Most of the earliest literature on Radhasoami comes from Salig Ram, who penned a number of books in Hindi on the practice of surat shabd yoga meditation. Salig Ram, who was highly respected by the British authorities, eventually got promoted to be the Postmaster General of the North-Western Provinces, the first Indian to hold such a position. But despite this remarkable achievement, Salig Ram was more interested in spirituality and his guru to whom he was steadfast in his devotion, serving him day and night.
Having visited Dayalbagh, Soami Bagh, and other Radhasoami centers in Agra that owe their existence to Huzur Maharaj, I felt that it was important to make his work better known in the West.

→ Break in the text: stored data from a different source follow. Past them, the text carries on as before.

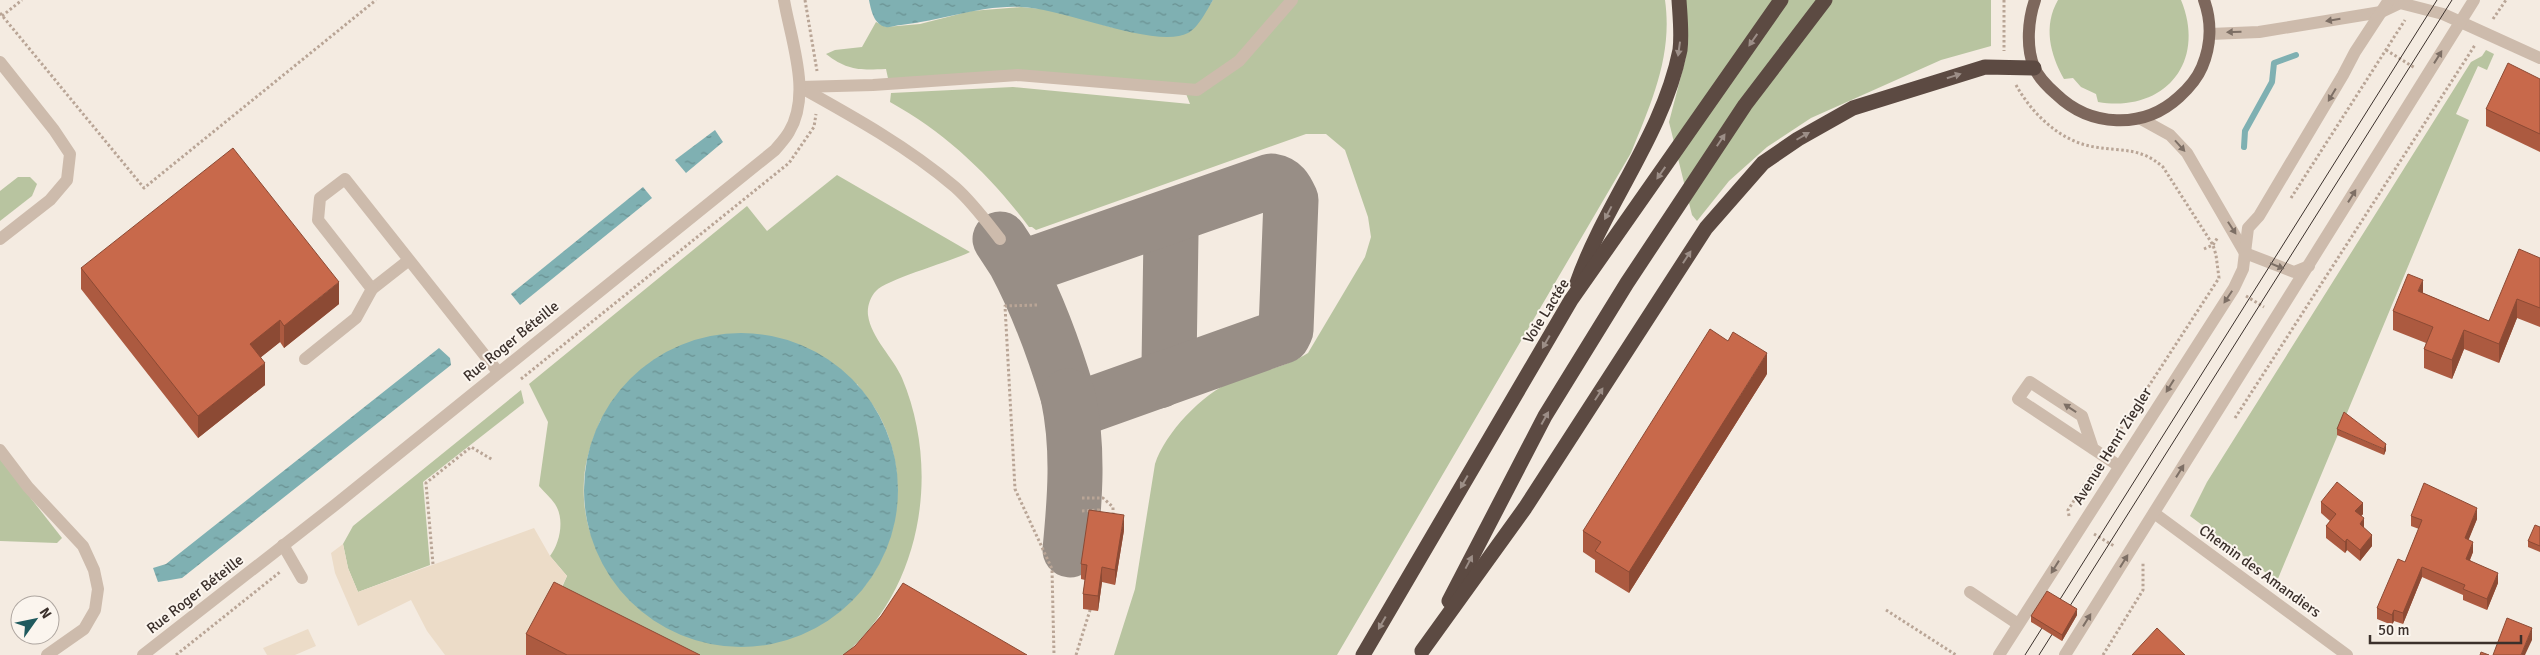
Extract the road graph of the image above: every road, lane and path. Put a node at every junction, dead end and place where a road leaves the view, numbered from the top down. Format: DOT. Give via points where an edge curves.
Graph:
graph roads {
  1 [pos="22,0"];
  2 [pos="376,0"];
  3 [pos="784,0"];
  4 [pos="1292,0"];
  5 [pos="1679,0"];
  6 [pos="1781,0"];
  7 [pos="1826,0"];
  8 [pos="2004,0"];
  9 [pos="2023,0"];
  10 [pos="2204,0"];
  11 [pos="2389,0"];
  12 [pos="2474,0"];
  13 [pos="2506,0"];
  14 [pos="2033,6"];
  15 [pos="2381,12"];
  16 [pos="1,14"];
  17 [pos="2492,20"];
  18 [pos="2404,21"];
  19 [pos="2460,22"];
  20 [pos="2210,34"];
  21 [pos="2477,42"];
  22 [pos="2004,54"];
  23 [pos="2540,58"];
  24 [pos="0,62"];
  25 [pos="2034,68"];
  26 [pos="2014,80"];
  27 [pos="800,87"];
  28 [pos="2141,119"];
  29 [pos="2290,200"];
  30 [pos="1000,239"];
  31 [pos="0,240"];
  32 [pos="2245,253"];
  33 [pos="409,260"];
  34 [pos="2309,266"];
  35 [pos="2234,288"];
  36 [pos="372,289"];
  37 [pos="1571,300"];
  38 [pos="1036,305"];
  39 [pos="2277,315"];
  40 [pos="305,360"];
  41 [pos="498,372"];
  42 [pos="2111,445"];
  43 [pos="2093,449"];
  44 [pos="0,450"];
  45 [pos="493,460"];
  46 [pos="2096,466"];
  47 [pos="2119,466"];
  48 [pos="1082,498"];
  49 [pos="1082,511"];
  50 [pos="2154,513"];
  51 [pos="1099,518"];
  52 [pos="1113,521"];
  53 [pos="2080,525"];
  54 [pos="283,545"];
  55 [pos="2128,555"];
  56 [pos="2142,563"];
  57 [pos="433,564"];
  58 [pos="302,578"];
  59 [pos="1970,592"];
  60 [pos="1092,598"];
  61 [pos="1886,610"];
  62 [pos="2018,624"];
  63 [pos="1421,653"];
  64 [pos="47,655"];
  65 [pos="143,655"];
  66 [pos="1054,655"];
  67 [pos="1076,655"];
  68 [pos="1363,655"];
  69 [pos="1956,655"];
  70 [pos="1999,655"];
  71 [pos="2065,655"];
  72 [pos="2103,655"];
  73 [pos="2347,655"];
  1 -- 16 [label="path"];
  2 -- 16 [label="path" via="144,188"];
  3 -- 27 [label="street, Rue Roger Béteille"];
  4 -- 27 [label="street" via="1239,61 1197,90 1018,75"];
  5 -- 37 [label="highway, one-way" via="1680,49 1657,121 1588,251"];
  6 -- 37 [label="highway, Voie Lactée, one-way"];
  63 -- 7 [label="highway, one-way" via="1545,416 1627,283 1745,105"];
  8 -- 22 [label="path"];
  9 -- 14 [label="main road"];
  10 -- 20 [label="main road"];
  11 -- 15 [label="street, Avenue Henri Ziegler"];
  12 -- 19 [label="street"];
  13 -- 17 [label="path"];
  14 -- 25 [label="main road" via="2028,30"];
  15 -- 19 [label="street" via="2400,3"];
  15 -- 20 [label="street, one-way" via="2259,32"];
  15 -- 32 [label="street, Avenue Henri Ziegler, one-way" via="2259,216 2248,228"];
  18 -- 29 [label="path"];
  19 -- 23 [label="street"];
  34 -- 19 [label="street, one-way"];
  20 -- 28 [label="main road" via="2206,57 2190,87 2168,107"];
  21 -- 39 [label="path" via="2293,326"];
  24 -- 31 [label="street" via="70,154 67,180 50,200"];
  25 -- 28 [label="main road" via="2067,105 2090,117 2115,121"];
  63 -- 25 [label="highway, one-way" via="1525,508 1706,228 1763,163 1853,108 1985,67"];
  26 -- 42 [label="path" via="2037,115 2058,132 2094,147 2136,151 2151,156 2163,167 2216,255 2219,278"];
  27 -- 30 [label="street" via="864,121 956,187"];
  27 -- 41 [label="street, Rue Roger Béteille" via="796,116 775,150"];
  28 -- 32 [label="street, one-way" via="2170,135 2187,153"];
  32 -- 34 [label="street, one-way" via="2294,272"];
  32 -- 35 [label="street, Avenue Henri Ziegler" via="2243,269"];
  33 -- 36 [label="street"];
  33 -- 36 [label="street" via="344,179 320,198 318,220"];
  33 -- 41 [label="street"];
  34 -- 39 [label="street"];
  35 -- 39 [label="path"];
  35 -- 47 [label="street, Avenue Henri Ziegler, one-way"];
  36 -- 40 [label="street" via="356,318"];
  37 -- 68 [label="highway, Voie Lactée, one-way"];
  38 -- 66 [label="path" via="1005,306 1015,489 1052,569"];
  50 -- 39 [label="street, one-way"];
  41 -- 54 [label="street, Rue Roger Béteille"];
  43 -- 43 [label="street, one-way" via="2082,416 2030,382 2018,399"];
  43 -- 47 [label="street"];
  44 -- 64 [label="street" via="28,487 83,546 94,570 98,589 96,610 84,629"];
  45 -- 57 [label="path" via="468,448 426,482"];
  46 -- 53 [label="path" via="2068,510 2068,516"];
  47 -- 53 [label="street, Avenue Henri Ziegler"];
  48 -- 52 [label="path" via="1103,498 1113,507"];
  49 -- 51 [label="path" via="1099,510"];
  50 -- 55 [label="street"];
  50 -- 73 [label="street, Chemin des Amandiers"];
  53 -- 55 [label="path"];
  53 -- 62 [label="street, Avenue Henri Ziegler, one-way"];
  54 -- 58 [label="street"];
  54 -- 65 [label="street, Rue Roger Béteille"];
  71 -- 55 [label="street, one-way"];
  56 -- 72 [label="path" via="2144,590"];
  59 -- 62 [label="street"];
  60 -- 67 [label="path"];
  61 -- 69 [label="path"];
  62 -- 70 [label="street, Avenue Henri Ziegler"];
}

This small volume is designed as an introductory glimpse into the remarkable life and teachings of Rai Salig Ram. To accomplish this aim, I decided it would be best to include excerpts from the earliest known biographies of Huzur Maharaj. These include, Shiv Brat Lal Varman's A Truly Holy Life, Max Müller's brief chapter on Salig Ram in his small book, Ramakrishna: His Life and Sayings, and Partap Singh's biography of Soamiji Maharaj, which presents a highly effusive account of Huzur Maharaj and his one-pointed adoration of his spiritual guru.